# WORK REQUEST:
The expected output is a copy of every line in the records with the string "dead".

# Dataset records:

= = =

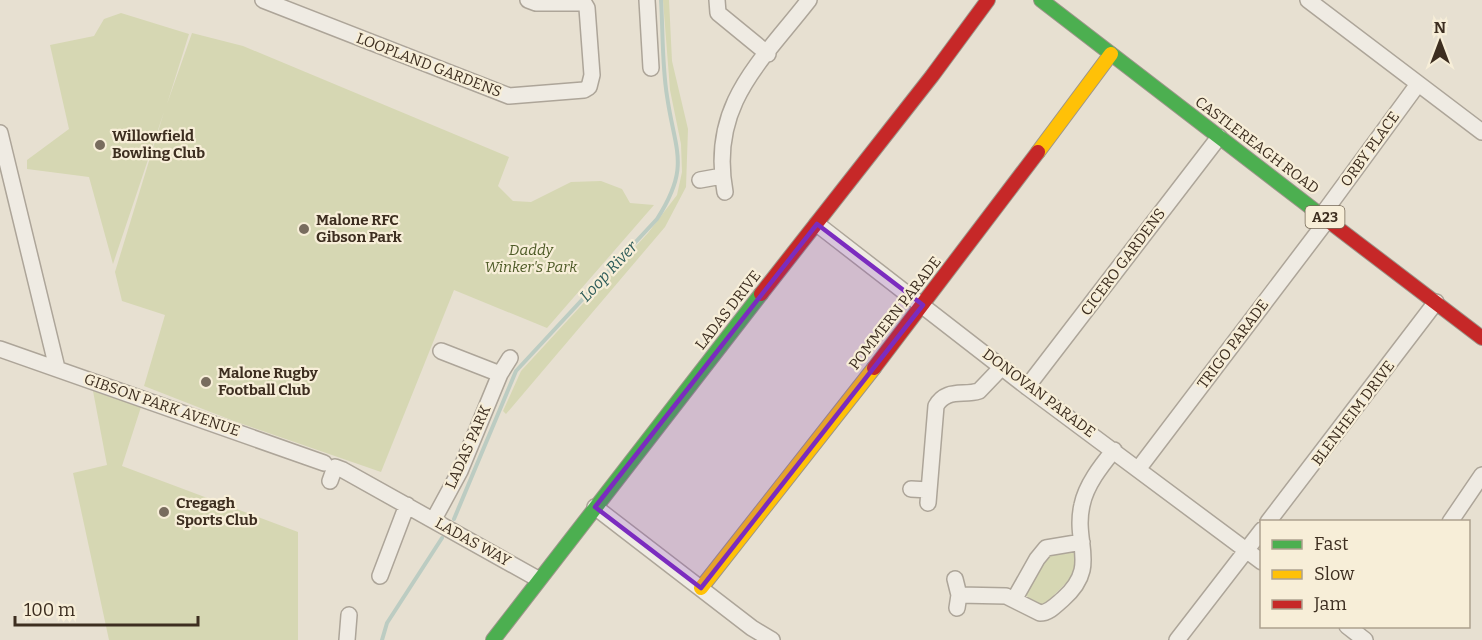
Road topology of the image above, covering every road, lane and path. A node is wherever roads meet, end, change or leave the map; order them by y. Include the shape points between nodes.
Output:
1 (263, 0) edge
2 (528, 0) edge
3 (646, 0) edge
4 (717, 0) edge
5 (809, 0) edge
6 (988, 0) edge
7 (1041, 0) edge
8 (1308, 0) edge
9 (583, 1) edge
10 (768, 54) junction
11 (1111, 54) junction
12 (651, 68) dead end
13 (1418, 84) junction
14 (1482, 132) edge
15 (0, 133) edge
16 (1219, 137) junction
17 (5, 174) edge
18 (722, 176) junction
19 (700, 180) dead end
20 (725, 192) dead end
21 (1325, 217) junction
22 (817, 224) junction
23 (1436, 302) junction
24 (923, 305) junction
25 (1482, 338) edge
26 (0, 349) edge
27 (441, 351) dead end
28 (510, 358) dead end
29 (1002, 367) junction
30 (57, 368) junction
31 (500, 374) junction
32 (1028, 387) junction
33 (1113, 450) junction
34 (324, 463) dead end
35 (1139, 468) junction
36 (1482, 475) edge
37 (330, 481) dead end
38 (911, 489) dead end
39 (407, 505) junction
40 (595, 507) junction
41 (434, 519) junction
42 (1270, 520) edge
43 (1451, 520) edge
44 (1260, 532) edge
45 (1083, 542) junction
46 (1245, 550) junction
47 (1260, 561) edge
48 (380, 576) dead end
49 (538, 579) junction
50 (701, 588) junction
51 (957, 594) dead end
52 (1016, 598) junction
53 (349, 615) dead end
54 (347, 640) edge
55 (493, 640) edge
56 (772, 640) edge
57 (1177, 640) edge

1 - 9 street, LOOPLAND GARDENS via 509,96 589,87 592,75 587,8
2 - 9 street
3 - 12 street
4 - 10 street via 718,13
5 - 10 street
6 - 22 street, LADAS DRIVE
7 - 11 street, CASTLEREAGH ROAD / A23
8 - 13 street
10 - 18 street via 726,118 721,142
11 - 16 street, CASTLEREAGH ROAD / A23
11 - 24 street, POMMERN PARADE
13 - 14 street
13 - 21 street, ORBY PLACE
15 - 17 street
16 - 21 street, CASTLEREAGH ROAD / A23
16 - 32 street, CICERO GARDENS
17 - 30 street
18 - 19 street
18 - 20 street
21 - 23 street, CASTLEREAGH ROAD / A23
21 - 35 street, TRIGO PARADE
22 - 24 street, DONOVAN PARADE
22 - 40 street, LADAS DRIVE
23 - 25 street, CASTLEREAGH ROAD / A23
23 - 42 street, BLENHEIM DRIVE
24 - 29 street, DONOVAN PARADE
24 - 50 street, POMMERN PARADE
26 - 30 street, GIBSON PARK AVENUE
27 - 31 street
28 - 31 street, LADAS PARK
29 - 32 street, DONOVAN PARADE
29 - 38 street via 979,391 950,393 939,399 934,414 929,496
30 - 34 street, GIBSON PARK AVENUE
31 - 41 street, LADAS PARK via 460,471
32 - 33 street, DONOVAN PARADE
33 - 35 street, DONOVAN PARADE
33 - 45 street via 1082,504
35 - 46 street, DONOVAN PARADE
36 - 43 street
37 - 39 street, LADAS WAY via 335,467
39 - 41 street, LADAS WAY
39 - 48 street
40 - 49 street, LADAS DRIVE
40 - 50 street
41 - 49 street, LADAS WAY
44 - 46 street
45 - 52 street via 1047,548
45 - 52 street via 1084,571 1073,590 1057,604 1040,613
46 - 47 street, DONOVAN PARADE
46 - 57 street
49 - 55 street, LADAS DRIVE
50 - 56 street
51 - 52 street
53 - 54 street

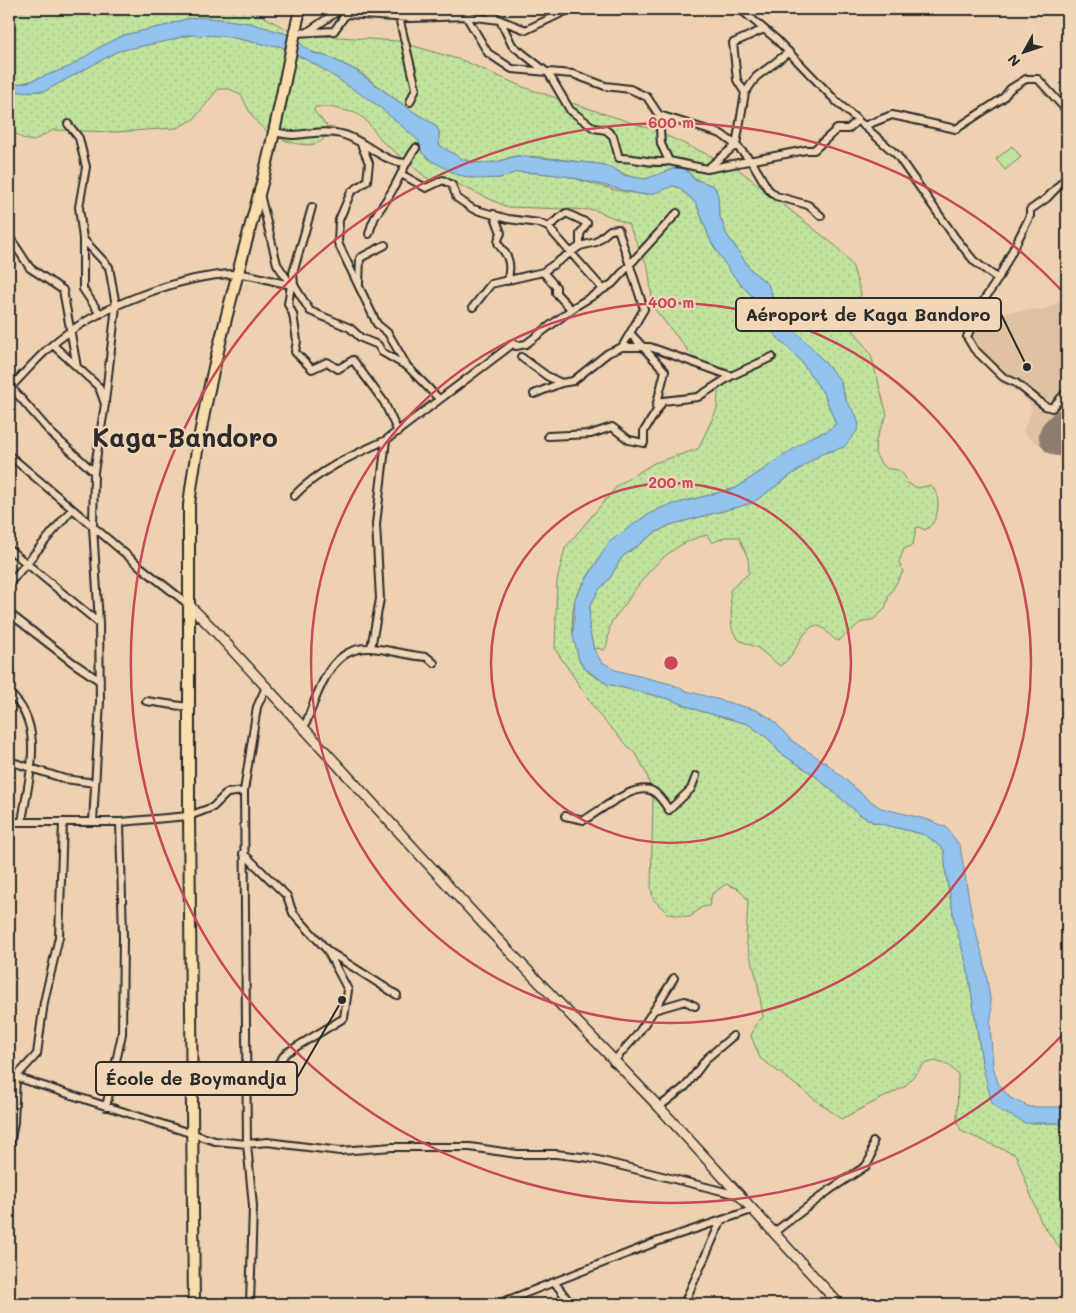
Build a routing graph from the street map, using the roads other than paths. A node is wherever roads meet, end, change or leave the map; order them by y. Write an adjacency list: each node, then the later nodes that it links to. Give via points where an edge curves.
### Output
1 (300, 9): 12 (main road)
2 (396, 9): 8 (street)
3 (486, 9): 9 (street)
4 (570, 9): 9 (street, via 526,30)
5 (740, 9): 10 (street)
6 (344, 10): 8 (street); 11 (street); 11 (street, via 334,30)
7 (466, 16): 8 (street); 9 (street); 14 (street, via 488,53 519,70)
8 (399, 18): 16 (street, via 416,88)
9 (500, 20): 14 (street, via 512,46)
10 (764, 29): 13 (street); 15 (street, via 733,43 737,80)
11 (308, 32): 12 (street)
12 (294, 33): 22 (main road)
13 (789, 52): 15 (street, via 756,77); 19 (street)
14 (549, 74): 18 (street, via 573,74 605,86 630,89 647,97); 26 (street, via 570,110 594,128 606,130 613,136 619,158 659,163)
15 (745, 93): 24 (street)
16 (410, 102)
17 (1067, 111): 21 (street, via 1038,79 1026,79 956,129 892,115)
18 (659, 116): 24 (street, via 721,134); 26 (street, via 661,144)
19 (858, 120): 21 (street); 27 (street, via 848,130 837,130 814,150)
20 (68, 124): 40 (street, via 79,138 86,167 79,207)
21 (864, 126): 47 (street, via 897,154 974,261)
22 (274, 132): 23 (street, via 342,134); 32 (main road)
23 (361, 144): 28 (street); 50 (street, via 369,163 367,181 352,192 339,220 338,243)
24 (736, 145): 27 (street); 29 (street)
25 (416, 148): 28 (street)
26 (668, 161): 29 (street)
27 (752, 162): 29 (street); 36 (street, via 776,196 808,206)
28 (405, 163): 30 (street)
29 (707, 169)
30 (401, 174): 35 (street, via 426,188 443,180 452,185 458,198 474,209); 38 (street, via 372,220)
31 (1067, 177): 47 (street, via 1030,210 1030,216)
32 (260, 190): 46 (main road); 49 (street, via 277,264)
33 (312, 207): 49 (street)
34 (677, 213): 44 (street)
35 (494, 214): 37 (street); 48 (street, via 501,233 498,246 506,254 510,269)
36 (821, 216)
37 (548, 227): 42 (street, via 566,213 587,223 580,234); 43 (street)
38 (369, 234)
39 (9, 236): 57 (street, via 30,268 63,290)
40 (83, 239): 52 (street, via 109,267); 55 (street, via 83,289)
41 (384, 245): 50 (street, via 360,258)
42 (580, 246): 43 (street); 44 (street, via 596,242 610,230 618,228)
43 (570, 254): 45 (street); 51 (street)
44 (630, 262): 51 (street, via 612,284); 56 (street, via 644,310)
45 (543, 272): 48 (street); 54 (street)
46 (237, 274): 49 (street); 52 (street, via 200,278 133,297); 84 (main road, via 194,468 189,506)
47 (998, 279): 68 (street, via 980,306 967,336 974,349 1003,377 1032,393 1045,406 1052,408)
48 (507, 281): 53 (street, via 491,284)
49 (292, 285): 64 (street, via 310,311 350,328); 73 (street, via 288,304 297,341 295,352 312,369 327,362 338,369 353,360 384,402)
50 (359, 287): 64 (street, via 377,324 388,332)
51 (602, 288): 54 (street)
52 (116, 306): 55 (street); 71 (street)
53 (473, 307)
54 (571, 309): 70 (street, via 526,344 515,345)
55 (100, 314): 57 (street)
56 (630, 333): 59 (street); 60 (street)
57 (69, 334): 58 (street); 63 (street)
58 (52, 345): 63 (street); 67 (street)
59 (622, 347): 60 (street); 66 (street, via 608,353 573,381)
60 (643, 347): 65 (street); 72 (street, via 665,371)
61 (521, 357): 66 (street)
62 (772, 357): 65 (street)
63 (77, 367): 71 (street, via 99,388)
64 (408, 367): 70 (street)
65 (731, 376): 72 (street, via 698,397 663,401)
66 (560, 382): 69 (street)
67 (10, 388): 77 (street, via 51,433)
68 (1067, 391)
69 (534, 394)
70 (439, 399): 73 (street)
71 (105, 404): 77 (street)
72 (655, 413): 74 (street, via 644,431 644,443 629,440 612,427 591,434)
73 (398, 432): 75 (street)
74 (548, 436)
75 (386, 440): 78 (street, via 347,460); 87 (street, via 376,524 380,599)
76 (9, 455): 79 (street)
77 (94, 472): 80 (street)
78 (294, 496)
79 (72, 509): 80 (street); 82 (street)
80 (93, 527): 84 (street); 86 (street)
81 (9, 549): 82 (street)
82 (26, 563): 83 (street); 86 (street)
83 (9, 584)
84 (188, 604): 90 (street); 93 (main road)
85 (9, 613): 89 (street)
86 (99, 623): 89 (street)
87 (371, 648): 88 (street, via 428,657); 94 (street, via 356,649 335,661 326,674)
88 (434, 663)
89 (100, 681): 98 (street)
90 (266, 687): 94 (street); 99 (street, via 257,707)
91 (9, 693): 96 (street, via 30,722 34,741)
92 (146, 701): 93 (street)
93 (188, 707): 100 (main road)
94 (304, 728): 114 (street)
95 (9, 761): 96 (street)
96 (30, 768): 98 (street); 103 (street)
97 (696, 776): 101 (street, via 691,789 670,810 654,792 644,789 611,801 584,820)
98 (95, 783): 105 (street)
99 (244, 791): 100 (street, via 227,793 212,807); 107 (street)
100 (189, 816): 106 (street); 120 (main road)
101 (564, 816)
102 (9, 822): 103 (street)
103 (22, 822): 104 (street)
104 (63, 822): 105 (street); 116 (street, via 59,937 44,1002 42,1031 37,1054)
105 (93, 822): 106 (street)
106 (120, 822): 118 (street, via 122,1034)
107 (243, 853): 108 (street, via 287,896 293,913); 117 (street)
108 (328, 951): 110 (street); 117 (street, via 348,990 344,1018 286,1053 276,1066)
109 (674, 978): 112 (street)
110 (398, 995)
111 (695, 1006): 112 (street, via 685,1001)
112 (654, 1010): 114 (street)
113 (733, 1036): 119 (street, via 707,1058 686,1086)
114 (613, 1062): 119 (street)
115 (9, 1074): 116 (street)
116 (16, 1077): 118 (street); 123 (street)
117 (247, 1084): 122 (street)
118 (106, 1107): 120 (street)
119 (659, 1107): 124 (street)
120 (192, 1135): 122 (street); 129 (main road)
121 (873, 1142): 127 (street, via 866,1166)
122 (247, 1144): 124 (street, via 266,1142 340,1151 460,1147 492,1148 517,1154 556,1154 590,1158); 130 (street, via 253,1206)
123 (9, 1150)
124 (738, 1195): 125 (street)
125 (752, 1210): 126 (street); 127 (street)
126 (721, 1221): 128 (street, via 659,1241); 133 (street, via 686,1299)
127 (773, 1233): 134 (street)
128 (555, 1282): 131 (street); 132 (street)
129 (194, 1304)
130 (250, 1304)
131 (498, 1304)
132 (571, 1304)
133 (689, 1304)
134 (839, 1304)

= = =

# RESPONSE:
12 (651, 68) dead end
19 (700, 180) dead end
20 (725, 192) dead end
27 (441, 351) dead end
28 (510, 358) dead end
34 (324, 463) dead end
37 (330, 481) dead end
38 (911, 489) dead end
48 (380, 576) dead end
51 (957, 594) dead end
53 (349, 615) dead end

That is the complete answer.